Barely surviving the metropolitan apocalypse unleashed in Dhaka, but seriously injured, Tyler Rake is placed in a remote mountain residence where he can recover and perhaps enjoy rest from his mercenary exploits. Soon, however, a mysterious individual arrives to offer him an assignment that he cannot refuse: it is in fact Tyler’s ex-wife, Mia, who asks for her help to save her sister Ketevan and her children. These are imprisoned together with the brother of a dangerous Georgian criminal, so obsessed with the idea of controlling her wife that he prefers to have her with him in prison with her children rather than at large. To face the enterprise, Tyler will return to make use of the help of Nik and his brother Yaz.
Tyler Rake 2 confirms the high level of shooting virtuosity, stunts and special effects of the previous chapter, going even further, but losing sight of the compactness of the story.
If the first chapter was in fact a claustrophobically nailed down nightmare in the city of Dhaka, here we move more traditionally on three set pieces, in different places in Georgia, moreover Tyler is often alongside his team and is no longer a lonely man who he gets support from time to time. He still has people to protect, but even this is something that is gradually limited after the first spectacular tour de force.
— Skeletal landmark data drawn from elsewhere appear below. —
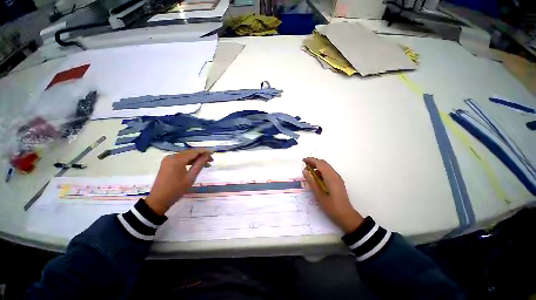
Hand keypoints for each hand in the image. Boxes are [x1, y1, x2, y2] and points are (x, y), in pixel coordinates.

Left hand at [145, 150, 212, 214]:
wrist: (159, 199)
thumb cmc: (177, 189)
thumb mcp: (191, 177)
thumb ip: (200, 164)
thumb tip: (207, 155)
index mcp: (177, 159)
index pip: (194, 152)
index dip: (204, 152)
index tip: (213, 153)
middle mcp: (172, 156)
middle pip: (189, 153)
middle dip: (201, 155)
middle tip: (211, 160)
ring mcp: (168, 159)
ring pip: (185, 155)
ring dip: (195, 158)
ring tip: (205, 163)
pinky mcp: (167, 163)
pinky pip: (180, 159)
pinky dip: (188, 161)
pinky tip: (195, 164)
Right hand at [302, 157, 363, 233]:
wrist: (346, 216)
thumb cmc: (331, 206)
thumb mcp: (319, 195)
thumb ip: (311, 181)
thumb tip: (304, 171)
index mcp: (330, 177)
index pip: (320, 163)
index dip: (311, 160)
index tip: (303, 160)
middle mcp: (335, 175)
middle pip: (324, 163)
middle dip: (314, 162)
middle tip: (305, 165)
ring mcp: (337, 178)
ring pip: (326, 167)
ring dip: (317, 166)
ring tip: (308, 171)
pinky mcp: (338, 181)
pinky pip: (328, 172)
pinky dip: (321, 171)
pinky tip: (316, 177)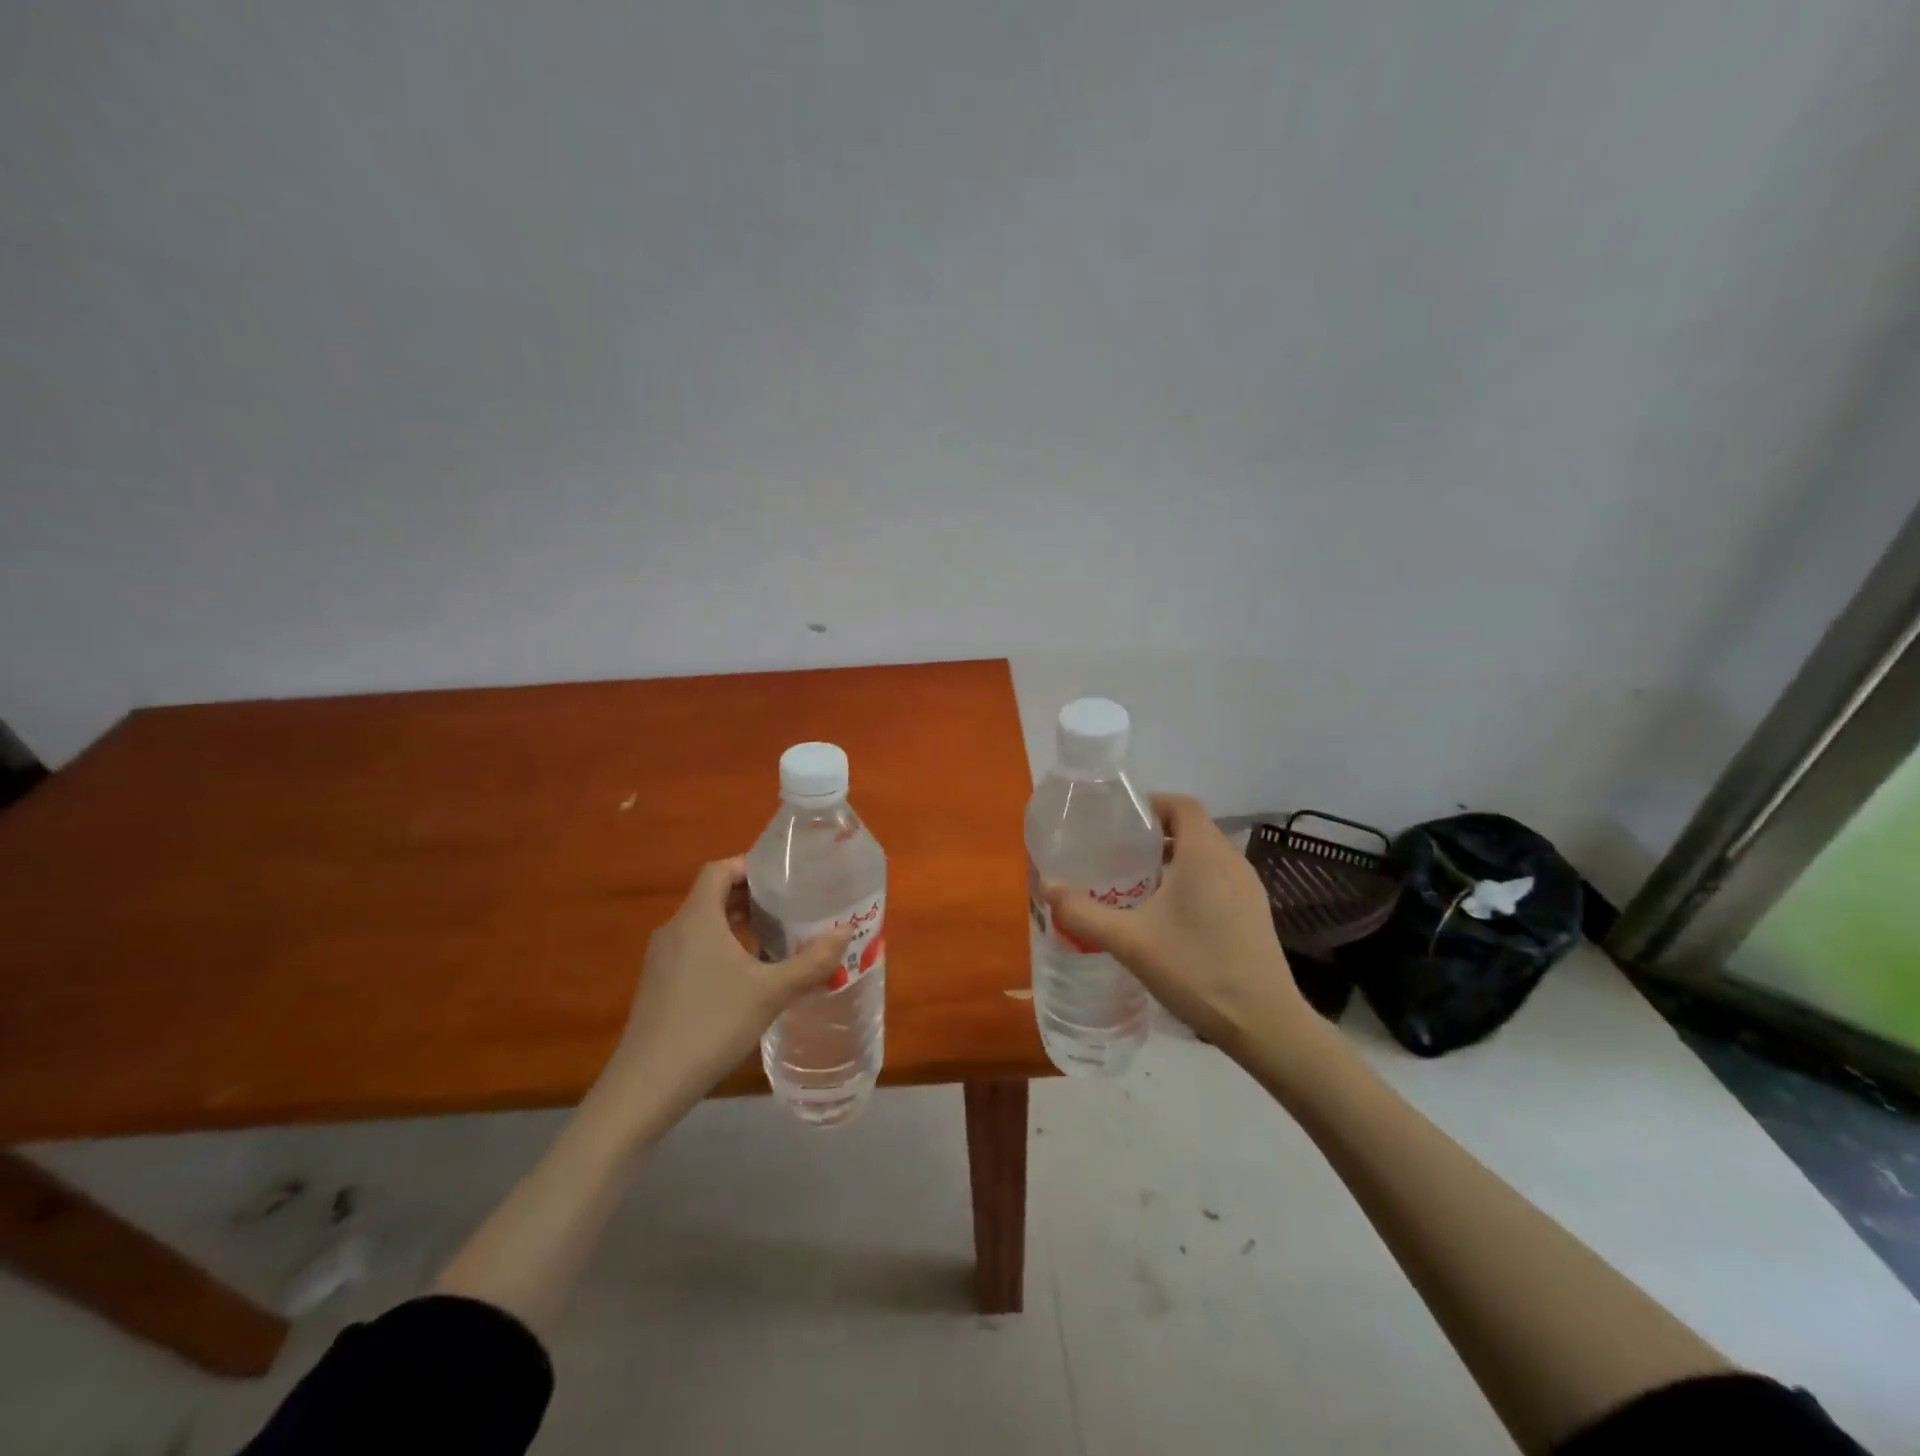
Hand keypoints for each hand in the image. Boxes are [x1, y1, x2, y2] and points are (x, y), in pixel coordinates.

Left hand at [600, 858, 849, 1112]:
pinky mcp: (658, 986)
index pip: (719, 869)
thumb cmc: (711, 1025)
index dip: (750, 866)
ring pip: (704, 926)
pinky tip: (747, 978)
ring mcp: (662, 960)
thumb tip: (845, 933)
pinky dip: (722, 950)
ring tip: (776, 940)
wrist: (647, 1086)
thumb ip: (811, 962)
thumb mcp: (770, 993)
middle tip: (790, 908)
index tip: (784, 878)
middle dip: (751, 898)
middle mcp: (674, 930)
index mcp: (697, 918)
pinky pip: (694, 950)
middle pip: (712, 896)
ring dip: (738, 926)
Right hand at [1045, 795, 1311, 1052]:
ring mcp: (1248, 888)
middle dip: (1155, 833)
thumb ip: (1084, 913)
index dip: (1150, 804)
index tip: (1119, 821)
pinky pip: (1218, 878)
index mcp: (1205, 853)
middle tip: (1118, 853)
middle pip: (1193, 827)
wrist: (1264, 1023)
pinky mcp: (1255, 912)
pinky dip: (1192, 880)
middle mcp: (1231, 861)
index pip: (1181, 804)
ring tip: (1137, 882)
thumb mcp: (1130, 942)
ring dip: (1174, 858)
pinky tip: (1169, 914)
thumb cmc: (1195, 969)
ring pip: (1207, 855)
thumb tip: (1047, 887)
If then in the first chapter the protagonist met an old friend, here he sees his ex-wife again and in the end it will be revealed what led to the breakup of their relationship.
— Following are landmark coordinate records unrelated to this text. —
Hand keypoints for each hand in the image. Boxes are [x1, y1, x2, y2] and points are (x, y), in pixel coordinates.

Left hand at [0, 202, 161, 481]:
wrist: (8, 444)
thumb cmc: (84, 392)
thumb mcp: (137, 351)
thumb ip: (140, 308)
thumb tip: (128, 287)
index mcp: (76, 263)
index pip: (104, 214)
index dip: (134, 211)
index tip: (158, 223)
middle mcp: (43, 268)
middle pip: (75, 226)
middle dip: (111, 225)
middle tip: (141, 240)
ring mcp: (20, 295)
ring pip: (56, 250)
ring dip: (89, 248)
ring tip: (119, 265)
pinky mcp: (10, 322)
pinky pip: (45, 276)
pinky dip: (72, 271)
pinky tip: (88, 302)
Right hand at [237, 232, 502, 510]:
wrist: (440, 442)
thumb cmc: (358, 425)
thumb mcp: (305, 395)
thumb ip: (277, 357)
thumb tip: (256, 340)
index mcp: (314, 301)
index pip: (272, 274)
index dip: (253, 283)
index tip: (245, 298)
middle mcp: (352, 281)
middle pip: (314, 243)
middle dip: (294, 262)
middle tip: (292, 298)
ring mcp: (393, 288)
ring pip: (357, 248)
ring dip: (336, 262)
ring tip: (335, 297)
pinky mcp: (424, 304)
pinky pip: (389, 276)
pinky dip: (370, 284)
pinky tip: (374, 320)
But the formula that wins does not change: the psychological study remains deliberately minimal, Tyler is the emblem of an ordeal that is consumed on his body and above all on that of his enemies (and perhaps there would be something to say about how expendable the bad Slavs are exterminated by the Aryan hero), in the name of a purification from sins that it doesn’t matter to confess, because who doesn’t have any? On the other hand, one could even more prosaically say that he is a videogame figure, as the first Master Chief of Halo is poorly defined so as not to hinder his overlap with the player / spectator – and after all many scenes in the film have the same look of certain video game cutscenes.
The sequence shot, which was already well present in the first film, does not in fact look at the virtuosity of the masters of cinema, not even those of the action genre, but at that of the virtual cameras of video games – where the sequence shot can become literally infinite, as long as the entire game (for example in the latest God of War). As in the previous film, the long take is not the final climax and instead arrives earlier, immediately playing the most aesthetically stunning cards. And that it’s impressive is beyond doubt: it begins in the corridors of a prison, moves to a riot in the courtyard, goes through a long car chase and arrives at a train escape complete with helicopters that assault the convoy.
Above all, the part on the train leaves you truly admired and although you can’t help yourself with the editing breaks, even most of the melee scenes are of a good standard. We are not yet at the unreachable heights of Asian cinema and of works such as The Raid 2, evoked precisely by the revolt in prison, but we are not even that far away.